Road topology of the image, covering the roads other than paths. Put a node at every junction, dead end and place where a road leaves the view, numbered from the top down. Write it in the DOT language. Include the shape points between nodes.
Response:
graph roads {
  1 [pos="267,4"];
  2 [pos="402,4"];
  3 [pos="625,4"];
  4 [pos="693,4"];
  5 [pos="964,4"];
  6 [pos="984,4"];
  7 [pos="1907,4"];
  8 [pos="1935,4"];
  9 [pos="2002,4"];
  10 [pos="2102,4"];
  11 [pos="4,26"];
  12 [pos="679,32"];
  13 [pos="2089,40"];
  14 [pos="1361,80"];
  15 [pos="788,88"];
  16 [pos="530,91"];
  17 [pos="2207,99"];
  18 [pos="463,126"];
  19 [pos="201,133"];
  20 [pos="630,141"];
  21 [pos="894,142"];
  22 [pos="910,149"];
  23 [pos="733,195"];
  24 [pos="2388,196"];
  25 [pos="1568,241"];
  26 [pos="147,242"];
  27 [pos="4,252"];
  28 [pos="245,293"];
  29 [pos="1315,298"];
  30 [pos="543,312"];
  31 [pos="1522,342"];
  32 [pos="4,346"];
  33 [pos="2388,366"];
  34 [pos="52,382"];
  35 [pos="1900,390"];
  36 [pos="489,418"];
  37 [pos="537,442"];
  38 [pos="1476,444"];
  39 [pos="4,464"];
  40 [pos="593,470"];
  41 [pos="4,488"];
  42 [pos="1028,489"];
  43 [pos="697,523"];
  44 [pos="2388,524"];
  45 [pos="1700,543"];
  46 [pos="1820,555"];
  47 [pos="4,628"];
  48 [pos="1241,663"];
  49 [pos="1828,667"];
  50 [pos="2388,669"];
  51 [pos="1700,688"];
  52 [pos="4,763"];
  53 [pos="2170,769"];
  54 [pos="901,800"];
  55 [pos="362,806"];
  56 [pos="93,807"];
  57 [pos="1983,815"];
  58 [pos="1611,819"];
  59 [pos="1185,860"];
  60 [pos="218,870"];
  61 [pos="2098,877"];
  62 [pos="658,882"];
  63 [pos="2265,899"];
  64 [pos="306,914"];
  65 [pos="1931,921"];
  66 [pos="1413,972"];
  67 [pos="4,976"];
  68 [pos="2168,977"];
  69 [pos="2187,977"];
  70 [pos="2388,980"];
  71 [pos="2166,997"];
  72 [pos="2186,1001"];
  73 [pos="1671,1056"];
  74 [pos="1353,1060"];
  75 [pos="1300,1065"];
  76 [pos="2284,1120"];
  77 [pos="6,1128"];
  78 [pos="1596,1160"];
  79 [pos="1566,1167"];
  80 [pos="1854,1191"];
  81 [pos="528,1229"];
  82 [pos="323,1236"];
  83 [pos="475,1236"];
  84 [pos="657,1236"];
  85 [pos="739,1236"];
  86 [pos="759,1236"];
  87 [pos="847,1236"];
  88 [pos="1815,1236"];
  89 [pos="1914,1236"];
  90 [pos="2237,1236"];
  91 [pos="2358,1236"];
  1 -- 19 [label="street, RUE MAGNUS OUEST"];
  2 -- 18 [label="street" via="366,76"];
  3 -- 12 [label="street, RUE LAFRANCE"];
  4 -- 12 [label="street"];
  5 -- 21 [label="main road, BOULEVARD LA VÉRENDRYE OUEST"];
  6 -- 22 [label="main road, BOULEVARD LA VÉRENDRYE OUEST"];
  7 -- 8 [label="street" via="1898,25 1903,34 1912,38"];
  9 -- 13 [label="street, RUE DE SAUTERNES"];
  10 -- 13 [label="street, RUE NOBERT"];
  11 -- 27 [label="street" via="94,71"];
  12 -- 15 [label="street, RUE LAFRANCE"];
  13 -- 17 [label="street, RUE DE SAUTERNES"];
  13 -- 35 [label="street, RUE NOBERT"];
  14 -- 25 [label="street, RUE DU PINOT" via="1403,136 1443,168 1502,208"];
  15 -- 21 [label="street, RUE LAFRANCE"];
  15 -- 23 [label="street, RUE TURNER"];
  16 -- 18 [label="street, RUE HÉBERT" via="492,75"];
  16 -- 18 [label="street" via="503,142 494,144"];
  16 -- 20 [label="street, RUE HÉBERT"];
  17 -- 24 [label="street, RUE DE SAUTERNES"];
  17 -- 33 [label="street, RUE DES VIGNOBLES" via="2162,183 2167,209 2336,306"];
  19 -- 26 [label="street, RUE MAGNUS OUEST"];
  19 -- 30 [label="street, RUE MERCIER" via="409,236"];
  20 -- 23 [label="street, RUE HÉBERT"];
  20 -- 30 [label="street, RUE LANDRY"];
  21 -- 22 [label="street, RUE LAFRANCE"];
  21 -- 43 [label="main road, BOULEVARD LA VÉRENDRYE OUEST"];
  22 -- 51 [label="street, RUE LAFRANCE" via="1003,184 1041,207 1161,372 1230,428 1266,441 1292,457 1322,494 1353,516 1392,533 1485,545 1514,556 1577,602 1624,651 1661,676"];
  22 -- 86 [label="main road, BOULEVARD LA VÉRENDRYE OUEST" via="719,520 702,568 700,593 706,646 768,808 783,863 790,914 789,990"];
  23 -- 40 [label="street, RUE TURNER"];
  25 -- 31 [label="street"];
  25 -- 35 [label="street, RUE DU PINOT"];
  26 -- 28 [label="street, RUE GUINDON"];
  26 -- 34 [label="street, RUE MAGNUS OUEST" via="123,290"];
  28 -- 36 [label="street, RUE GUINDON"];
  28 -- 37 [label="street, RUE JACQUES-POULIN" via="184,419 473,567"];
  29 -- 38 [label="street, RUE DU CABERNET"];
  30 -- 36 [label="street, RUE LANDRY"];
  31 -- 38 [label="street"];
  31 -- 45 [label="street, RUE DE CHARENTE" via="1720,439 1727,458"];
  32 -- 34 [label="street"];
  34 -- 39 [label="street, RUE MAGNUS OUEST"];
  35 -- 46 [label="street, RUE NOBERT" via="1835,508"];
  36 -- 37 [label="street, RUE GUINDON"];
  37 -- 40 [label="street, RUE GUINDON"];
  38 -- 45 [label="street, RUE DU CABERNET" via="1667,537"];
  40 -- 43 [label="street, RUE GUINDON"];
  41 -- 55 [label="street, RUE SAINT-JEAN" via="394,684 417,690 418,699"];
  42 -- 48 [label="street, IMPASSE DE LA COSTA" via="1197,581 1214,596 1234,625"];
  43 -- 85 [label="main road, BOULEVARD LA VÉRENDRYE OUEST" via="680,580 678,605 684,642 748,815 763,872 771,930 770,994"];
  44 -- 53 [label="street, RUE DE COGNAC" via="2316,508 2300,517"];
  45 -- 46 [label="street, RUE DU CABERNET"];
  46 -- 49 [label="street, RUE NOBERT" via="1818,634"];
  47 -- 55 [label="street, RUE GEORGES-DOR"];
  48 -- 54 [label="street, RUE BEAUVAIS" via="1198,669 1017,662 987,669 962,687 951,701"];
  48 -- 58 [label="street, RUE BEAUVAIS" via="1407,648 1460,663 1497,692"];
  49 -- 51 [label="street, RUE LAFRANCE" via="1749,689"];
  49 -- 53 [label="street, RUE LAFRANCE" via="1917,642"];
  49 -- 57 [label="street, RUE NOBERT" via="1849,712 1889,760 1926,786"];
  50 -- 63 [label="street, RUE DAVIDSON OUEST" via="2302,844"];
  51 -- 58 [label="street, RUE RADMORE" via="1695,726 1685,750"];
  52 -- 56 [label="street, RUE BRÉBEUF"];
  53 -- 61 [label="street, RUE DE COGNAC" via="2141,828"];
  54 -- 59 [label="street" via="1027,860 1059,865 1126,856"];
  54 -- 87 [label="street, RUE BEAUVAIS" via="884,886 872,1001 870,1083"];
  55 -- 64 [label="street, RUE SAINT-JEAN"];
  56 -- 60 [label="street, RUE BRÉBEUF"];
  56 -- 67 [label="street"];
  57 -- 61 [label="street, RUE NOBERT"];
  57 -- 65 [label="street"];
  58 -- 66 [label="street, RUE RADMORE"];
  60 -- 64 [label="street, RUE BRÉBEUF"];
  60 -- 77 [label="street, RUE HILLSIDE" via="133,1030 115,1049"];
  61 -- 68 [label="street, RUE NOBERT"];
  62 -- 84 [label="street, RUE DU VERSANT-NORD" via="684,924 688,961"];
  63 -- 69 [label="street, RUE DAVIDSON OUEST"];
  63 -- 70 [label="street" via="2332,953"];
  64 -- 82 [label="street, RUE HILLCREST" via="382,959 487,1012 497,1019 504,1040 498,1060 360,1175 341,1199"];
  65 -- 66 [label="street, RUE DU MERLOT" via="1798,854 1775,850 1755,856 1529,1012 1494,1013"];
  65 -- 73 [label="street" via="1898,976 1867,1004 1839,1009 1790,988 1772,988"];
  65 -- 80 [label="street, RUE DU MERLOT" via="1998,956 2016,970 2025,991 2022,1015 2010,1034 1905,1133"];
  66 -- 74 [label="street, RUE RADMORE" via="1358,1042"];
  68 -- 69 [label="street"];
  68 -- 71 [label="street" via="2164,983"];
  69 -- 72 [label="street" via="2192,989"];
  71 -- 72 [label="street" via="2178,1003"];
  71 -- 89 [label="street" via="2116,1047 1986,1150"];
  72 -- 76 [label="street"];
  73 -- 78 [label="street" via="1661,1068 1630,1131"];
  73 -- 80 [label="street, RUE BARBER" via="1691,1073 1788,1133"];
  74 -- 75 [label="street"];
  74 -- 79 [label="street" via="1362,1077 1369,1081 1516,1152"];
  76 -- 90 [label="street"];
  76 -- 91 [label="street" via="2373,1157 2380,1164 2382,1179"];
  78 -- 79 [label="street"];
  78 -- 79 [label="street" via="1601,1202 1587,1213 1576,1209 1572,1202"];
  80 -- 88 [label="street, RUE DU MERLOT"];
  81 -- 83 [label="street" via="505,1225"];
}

## The problem:
Tell how many lines of the data above include the string "MAGNUS", with no other text in the answer.

## Answer space:
4